IR spectra of the free ligand were compared with new ruthenium(II) complexes in order to confirm the significant indications regarding coordination of dithiocarbazate. No attempt has been made to assign each individual band to a specific vibration. However the IR spectrum of H₂-(Nap-sbdtc) exhibited many intense bands at 3394, 1621 and 817 cm⁻¹ corresponding to (ν_OH), (ν_C=N) and (ν_C=S) respectively.²¹ In the IR spectra of the new complexes, the absorption of a broad signal at 3394 cm⁻¹ due to the uncoordinated phenolic –OH group was observed in complexes 1 and 2. This may be due to the formation of intramolecular hydrogen bonding between phenolic –OH and either N1 nitrogen atom.²² A sharp band appeared at 1601 and 1609 cm⁻¹ corresponding to the azomethine ν_(C=N) group, which has been lowered by 20–12 cm⁻¹ in the complexes, indicating the coordination of the azomethine nitrogen group bound to the ruthenium atom. Furthermore, a strong band that appeared at 818 cm⁻¹ in the spectra of the ligand is indicative of ν_(C=S). This band completely disappeared in the new complexes and a new band that appeared at 771 and 779 cm⁻¹ in the form of ν_(C–S) can be attributed to negative coordination of the ligands and ruthenium metal atom, indicating the tautomerism of the –NH–C=S group and subsequent coordination of thiolate sulfur after deprotonation.^23a The parallel properties were witnessed in other dithiocarbazate compounds such as S-methyl dithiocarbazates.^23b All the complexes display a medium to strong band in the region 1962–1945 cm⁻¹, which is attributed to the terminally coordinated carbonyl group (C≡O) and is observed at a slightly higher frequency than in the precursor complexes.²⁴

The UV-Vis spectra of the complexes recorded in chloroform showed intense absorption and in the near ultraviolet region and they displayed four bands in the region around 261–432 nm. The electronic spectra of complexes 1 and 2 showed two bands in the 261 and 265 nm regions which can be assigned to intra-ligand transitions in the complexes. The lowest energy absorption maxima located in the 338–408 nm range may be assigned to an S(pπ) → Ru(dπ) LMCT transition caused by the promotion of the electron from the full HOMO of the ligand, of primarily sulfur pπ character, to the empty LUMO of ruthenium dπ character.²⁵ The bands at 426–431 nm can be designated as forbidden (d → d) transition bands of a spin-paired d⁶ species with a distorted octahedral structure (Fig. S2A†). As shown in Fig. S2B†, the emission spectra of complexes 1 and 2 recorded in DMSO showed a shoulder peak at 450 nm when excited at 426 nm.

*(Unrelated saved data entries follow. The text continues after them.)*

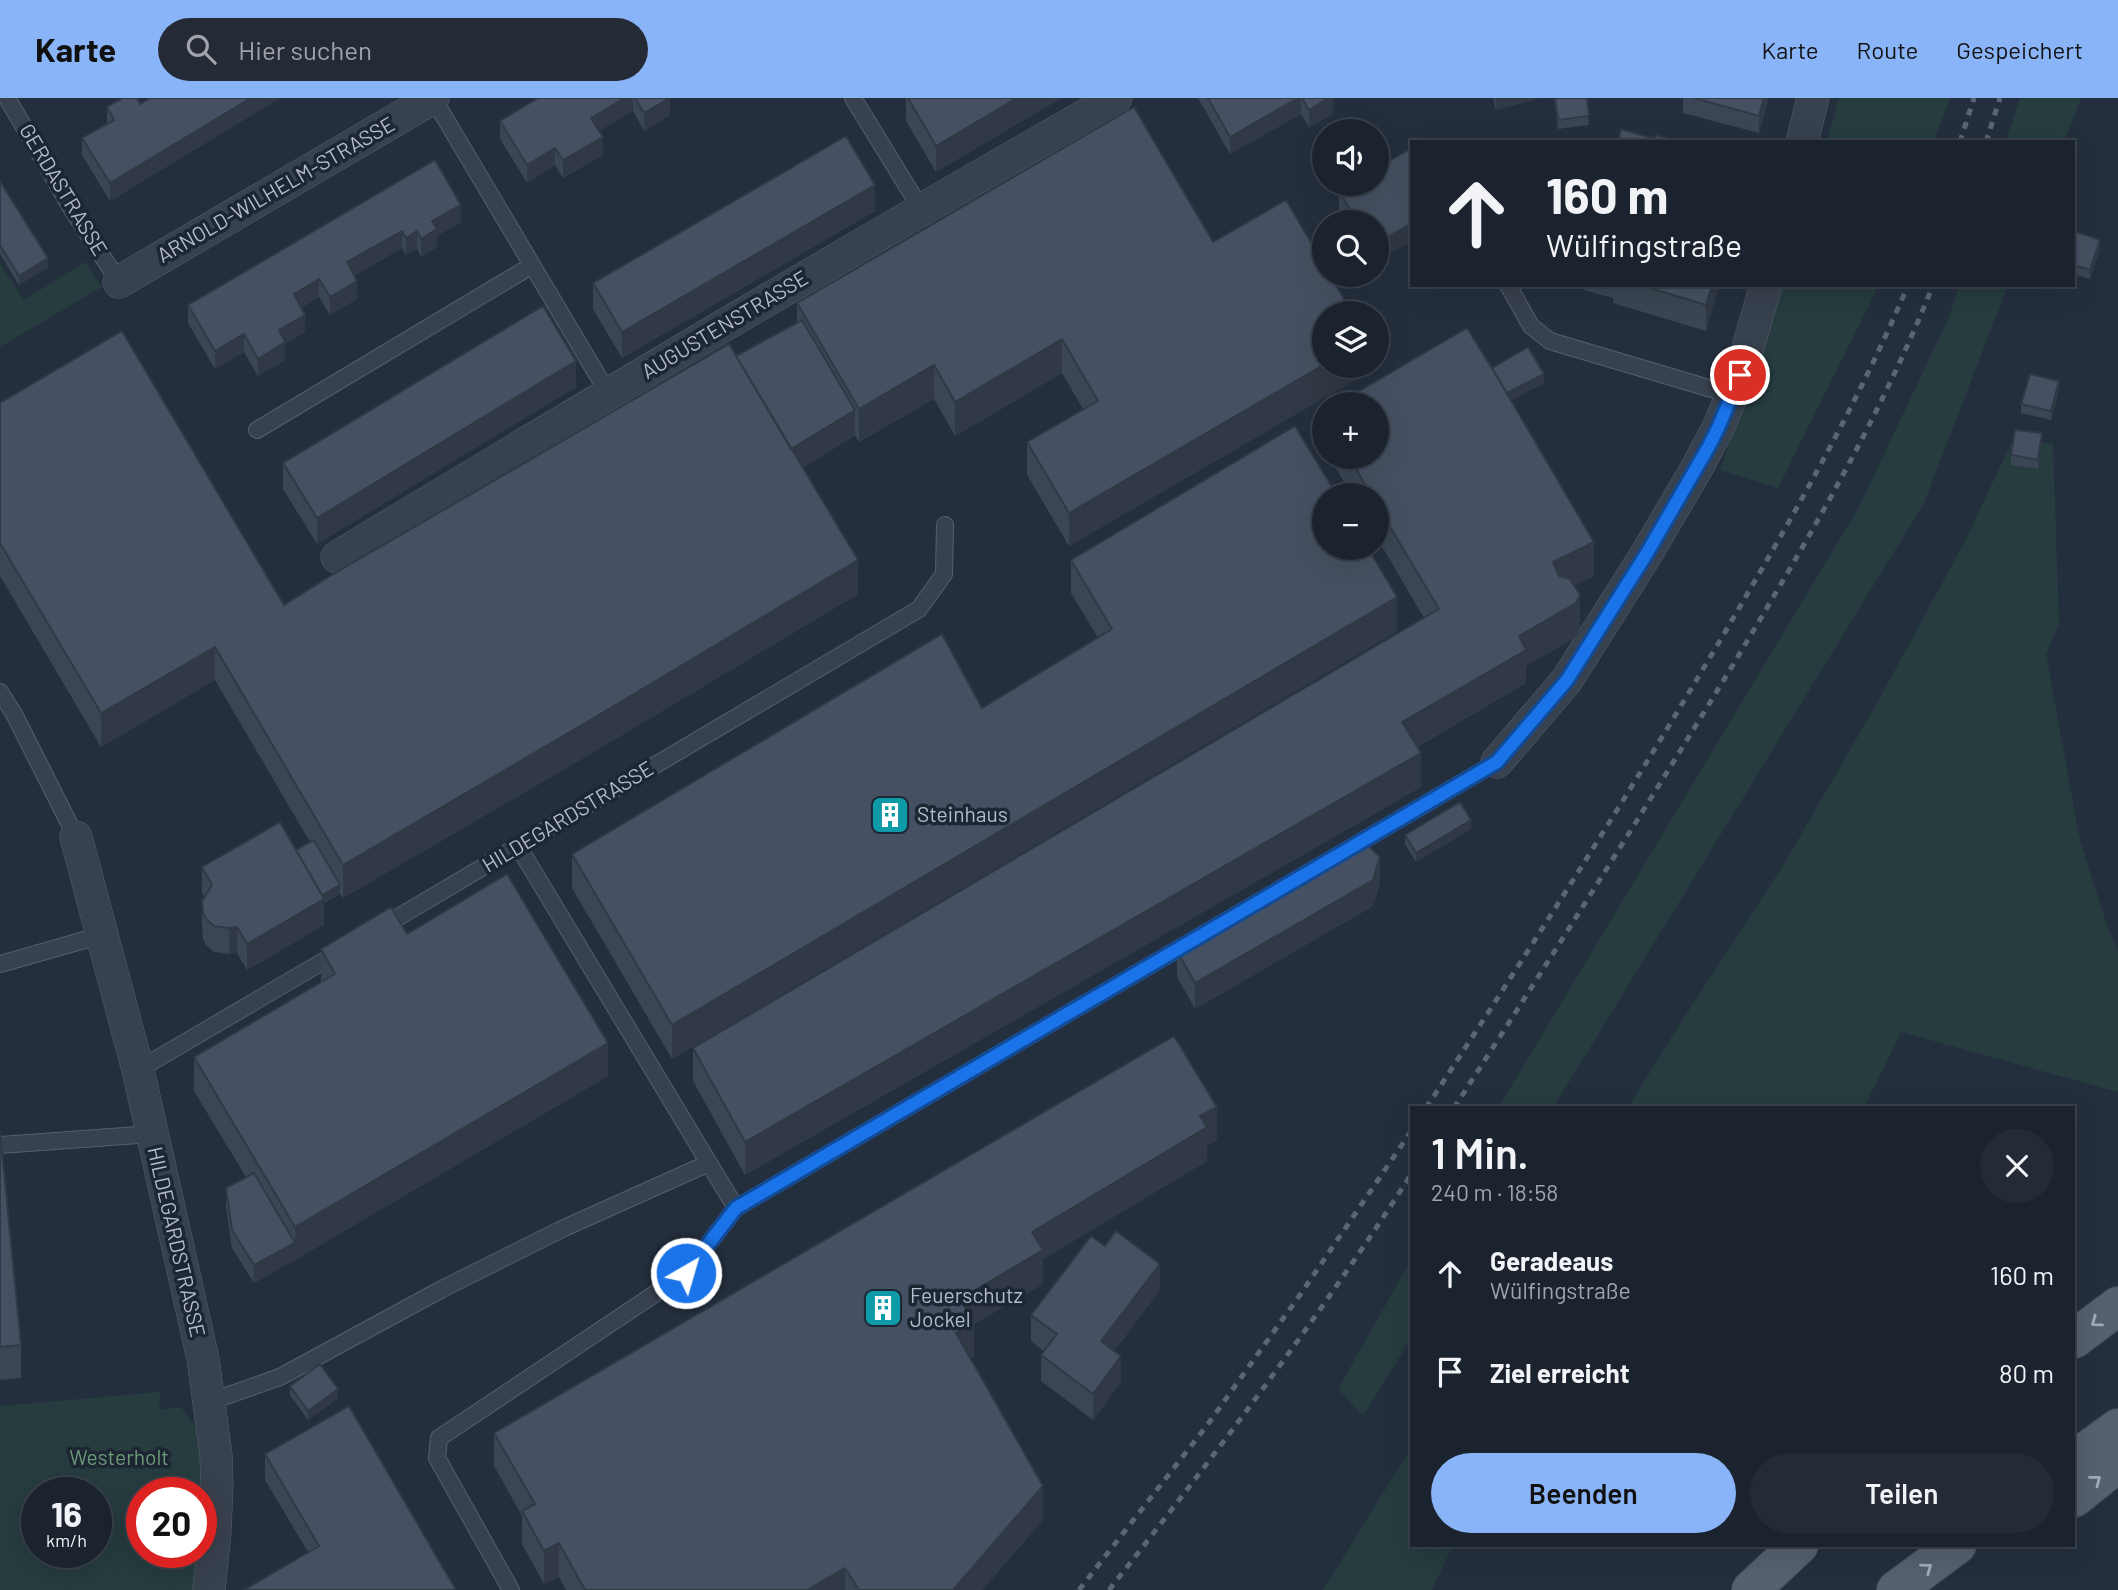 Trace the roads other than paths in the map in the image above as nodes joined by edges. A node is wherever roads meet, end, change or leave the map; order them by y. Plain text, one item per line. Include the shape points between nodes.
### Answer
1 (7, 98) edge
2 (433, 98) edge
3 (853, 98) edge
4 (1116, 98) edge
5 (1813, 98) edge
6 (1802, 140) edge
7 (921, 209) junction
8 (531, 266) junction
9 (119, 282) joint
10 (1509, 287) edge
11 (1765, 287) edge
12 (608, 393) junction
13 (1732, 395) junction
14 (257, 430) dead end
15 (945, 525) dead end
16 (337, 557) dead end
17 (0, 692) edge
18 (1497, 762) joint
19 (76, 837) joint
20 (518, 846) junction
21 (102, 935) junction
22 (0, 964) edge
23 (138, 1070) junction
24 (152, 1134) junction
25 (0, 1145) edge
26 (709, 1163) junction
27 (736, 1208) junction
28 (2118, 1306) edge
29 (2075, 1338) edge
30 (210, 1409) junction
31 (2118, 1428) edge
32 (2075, 1459) edge
33 (2118, 1463) edge
34 (2075, 1497) edge
35 (1797, 1547) edge
36 (1954, 1547) edge
37 (209, 1590) edge
38 (511, 1590) edge
39 (1751, 1590) edge
40 (1896, 1590) edge

1 - 9 lane, GERDASTRASSE
2 - 8 lane
2 - 9 street, ARNOLD-WILHELM-STRASSE
3 - 7 lane
4 - 7 street, AUGUSTENSTRASSE
5 - 6 street
7 - 12 street, AUGUSTENSTRASSE
8 - 12 lane
8 - 14 lane
10 - 13 lane via 1531,326 1550,341
11 - 13 street
12 - 16 street, AUGUSTENSTRASSE
13 - 18 street via 1698,466 1567,680
15 - 20 lane, HILDEGARDSTRASSE via 944,574 919,608
17 - 19 lane
18 - 27 lane
19 - 21 street, HILDEGARDSTRASSE
20 - 23 lane, HILDEGARDSTRASSE
20 - 26 lane
21 - 22 lane
21 - 23 street, HILDEGARDSTRASSE
23 - 24 street, HILDEGARDSTRASSE
24 - 25 lane
24 - 30 street, HILDEGARDSTRASSE
26 - 27 lane
26 - 30 lane via 562,1229
27 - 38 lane via 686,1273 439,1438 437,1458
28 -> 29 main road
30 - 37 street, HILDEGARDSTRASSE via 217,1505
31 - 32 main road
34 -> 33 main road
35 - 39 main road
40 -> 36 main road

The clearest characterization of the synthesized compounds that can be seen from the ¹H and ¹³C NMR spectra for complexes 1 and 2 is summarized in the Experimental section, and the resulting spectra are depicted in the ESI.† The ¹H NMR spectrum of the ligand showed a singlet at 10.81 ppm that is due to the –N2–H–C=S group. In complexes 1 and 2, there was no detectable resonance attributable to –N2H, supporting coordination of enolization and the thiolate sulphur of the ligand under the anionic form upon deprotonation at N(2).²⁶ In addition, a sharp singlet observed at 11.31 ppm corresponding to the phenolic –OH group in the free ligand has appeared at 11.41–11.42 ppm in both complexes indicating the non-participation of phenolic oxygen in coordination (Fig. S3 and S4†).²² In addition, the complexes showed a sharp singlet for the azomethine (–H–C=N1) proton at 9.14 and 8.84 for complexes 1 and 2. The methylene protons of the ligand and complexes 1 and 2, appearing at 4.01, 3.90, 3.95 ppm respectively, indicate that the S-benzyl sulfur is not involved in coordination.²⁷ The multiple protons of the aromatic ring moiety of the ligands and metal complexes were observed as multiplets in the range of 6.78–7.78 ppm.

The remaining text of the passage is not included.